The drummer says that the song ideas may change with time, especially after Keenan adds vocals. Currently, he reports that the music has the group’s usual “crazy, hard-prog element to it,” and that he’s experimenting with percussion textures and synthesizer parts of songs. He says that fans have already heard some of their ideas as bits and pieces of segues between songs on their most recent tour.
Ultimately, the band wants its fans to understand that it is working hard to make an album that lives up to the standards of its past releases. The guitarist likens the group’s work to an oil painting by an old master, where examining it reveals “the brush strokes and the struggling and the suffering that the painter went through.” It just takes hard work to get there. “I find it so hard to be creative when you have something awful nagging at you, just stuck between the hemispheres of your brain and affecting your sleep and your relationship with other band members,” Jones says. “We have such a strong creative freedom in this band.
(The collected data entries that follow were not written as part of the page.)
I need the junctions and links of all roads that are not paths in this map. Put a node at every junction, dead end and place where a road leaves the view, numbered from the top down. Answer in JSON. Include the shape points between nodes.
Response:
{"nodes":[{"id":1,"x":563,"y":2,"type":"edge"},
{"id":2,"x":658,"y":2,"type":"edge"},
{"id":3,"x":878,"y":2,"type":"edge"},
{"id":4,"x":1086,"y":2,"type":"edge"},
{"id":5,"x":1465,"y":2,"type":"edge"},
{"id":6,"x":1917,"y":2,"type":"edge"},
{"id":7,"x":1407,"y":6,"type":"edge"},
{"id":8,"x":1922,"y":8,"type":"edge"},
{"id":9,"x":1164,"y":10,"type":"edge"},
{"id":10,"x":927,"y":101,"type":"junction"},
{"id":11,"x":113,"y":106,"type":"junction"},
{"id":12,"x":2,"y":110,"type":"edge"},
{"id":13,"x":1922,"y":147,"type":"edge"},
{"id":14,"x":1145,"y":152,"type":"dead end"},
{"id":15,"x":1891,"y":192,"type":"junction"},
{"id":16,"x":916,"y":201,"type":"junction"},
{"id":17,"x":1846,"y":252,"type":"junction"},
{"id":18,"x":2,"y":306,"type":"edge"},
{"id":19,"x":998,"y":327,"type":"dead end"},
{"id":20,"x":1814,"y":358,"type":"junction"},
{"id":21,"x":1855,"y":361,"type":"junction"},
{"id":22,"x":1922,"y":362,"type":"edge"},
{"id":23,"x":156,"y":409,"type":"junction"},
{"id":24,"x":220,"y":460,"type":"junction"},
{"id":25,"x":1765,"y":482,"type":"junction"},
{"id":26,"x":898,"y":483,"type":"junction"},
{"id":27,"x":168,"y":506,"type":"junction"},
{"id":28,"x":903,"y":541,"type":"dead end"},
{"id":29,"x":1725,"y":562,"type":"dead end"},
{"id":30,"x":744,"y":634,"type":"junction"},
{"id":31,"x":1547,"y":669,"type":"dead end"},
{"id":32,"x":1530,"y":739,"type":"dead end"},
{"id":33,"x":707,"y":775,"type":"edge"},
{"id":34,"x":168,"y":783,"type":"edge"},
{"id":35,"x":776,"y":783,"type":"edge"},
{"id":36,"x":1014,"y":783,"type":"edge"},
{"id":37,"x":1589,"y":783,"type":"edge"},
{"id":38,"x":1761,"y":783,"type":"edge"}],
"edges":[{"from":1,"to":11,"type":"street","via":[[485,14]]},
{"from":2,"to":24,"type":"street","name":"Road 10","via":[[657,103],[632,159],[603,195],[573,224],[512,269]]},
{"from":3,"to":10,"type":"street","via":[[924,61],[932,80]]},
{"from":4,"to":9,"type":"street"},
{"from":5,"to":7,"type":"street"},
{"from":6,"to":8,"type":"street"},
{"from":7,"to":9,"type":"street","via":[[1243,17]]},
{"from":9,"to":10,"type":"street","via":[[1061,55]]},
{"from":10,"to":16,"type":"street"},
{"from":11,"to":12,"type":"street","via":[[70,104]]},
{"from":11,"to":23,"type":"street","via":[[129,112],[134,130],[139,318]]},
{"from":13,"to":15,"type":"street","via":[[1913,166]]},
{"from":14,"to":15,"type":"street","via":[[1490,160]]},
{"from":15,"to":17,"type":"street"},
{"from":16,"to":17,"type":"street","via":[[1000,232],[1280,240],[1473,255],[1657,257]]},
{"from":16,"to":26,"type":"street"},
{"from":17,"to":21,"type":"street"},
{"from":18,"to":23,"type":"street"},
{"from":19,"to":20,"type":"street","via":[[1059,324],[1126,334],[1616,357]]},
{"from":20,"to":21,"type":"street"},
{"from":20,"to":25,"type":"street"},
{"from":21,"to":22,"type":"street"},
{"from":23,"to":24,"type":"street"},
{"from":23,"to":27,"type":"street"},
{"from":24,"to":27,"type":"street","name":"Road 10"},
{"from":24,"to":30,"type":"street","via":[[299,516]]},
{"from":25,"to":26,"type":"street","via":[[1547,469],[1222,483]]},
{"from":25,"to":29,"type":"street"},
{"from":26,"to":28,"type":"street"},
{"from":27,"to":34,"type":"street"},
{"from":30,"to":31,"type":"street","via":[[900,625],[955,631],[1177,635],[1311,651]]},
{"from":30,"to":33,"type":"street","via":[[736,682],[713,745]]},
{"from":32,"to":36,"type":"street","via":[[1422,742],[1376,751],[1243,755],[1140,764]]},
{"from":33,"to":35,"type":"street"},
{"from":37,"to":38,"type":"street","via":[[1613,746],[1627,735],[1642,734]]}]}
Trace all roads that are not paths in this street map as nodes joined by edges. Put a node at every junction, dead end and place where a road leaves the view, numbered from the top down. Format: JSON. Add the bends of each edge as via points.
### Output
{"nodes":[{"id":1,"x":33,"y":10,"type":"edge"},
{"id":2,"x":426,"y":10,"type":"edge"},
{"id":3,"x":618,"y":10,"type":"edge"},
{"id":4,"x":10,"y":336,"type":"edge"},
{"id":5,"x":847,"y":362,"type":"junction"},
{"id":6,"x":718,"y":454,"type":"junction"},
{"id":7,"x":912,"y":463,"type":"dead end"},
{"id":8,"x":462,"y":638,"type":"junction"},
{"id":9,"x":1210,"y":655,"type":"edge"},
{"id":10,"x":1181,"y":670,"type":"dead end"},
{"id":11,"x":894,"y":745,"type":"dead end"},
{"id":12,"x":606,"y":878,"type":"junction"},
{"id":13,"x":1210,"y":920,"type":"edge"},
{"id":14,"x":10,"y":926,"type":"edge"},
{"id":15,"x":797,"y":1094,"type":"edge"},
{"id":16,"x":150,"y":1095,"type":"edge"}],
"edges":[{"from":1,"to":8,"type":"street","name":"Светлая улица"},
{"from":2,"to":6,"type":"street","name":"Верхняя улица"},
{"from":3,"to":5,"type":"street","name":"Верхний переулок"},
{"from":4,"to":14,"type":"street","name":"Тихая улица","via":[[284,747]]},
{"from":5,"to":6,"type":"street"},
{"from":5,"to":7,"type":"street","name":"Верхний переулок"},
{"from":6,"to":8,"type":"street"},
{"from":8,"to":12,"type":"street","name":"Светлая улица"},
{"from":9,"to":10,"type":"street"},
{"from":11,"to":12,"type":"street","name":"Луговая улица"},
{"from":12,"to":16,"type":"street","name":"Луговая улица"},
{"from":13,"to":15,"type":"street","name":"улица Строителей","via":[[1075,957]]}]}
It’s like we’ve been in a war.” He sighs. “And it’s unnecessary. It’s just a shame.”
“I’m hoping that we have something really solid recorded by the end of the year,” Carey says. “But we’ll see how it goes. I thought that last year, too.” He laughs. “But we’re making great progress. We’ve really knocked out a lot of good things, especially over the last month. We’re all excited about it.”
“It’s not good when it’s done, it’s done when it’s good,” Jones offers. “We’ve been working at our own pace, but we don’t want to put out something and go, ‘This song’s fine, just put it out.’ I’m never gonna put something out where later, I go, ‘Fuck, I wish we hadn’t done that.’ We’re just not going to settle for doing anything but our best work, and the fans appreciate that.”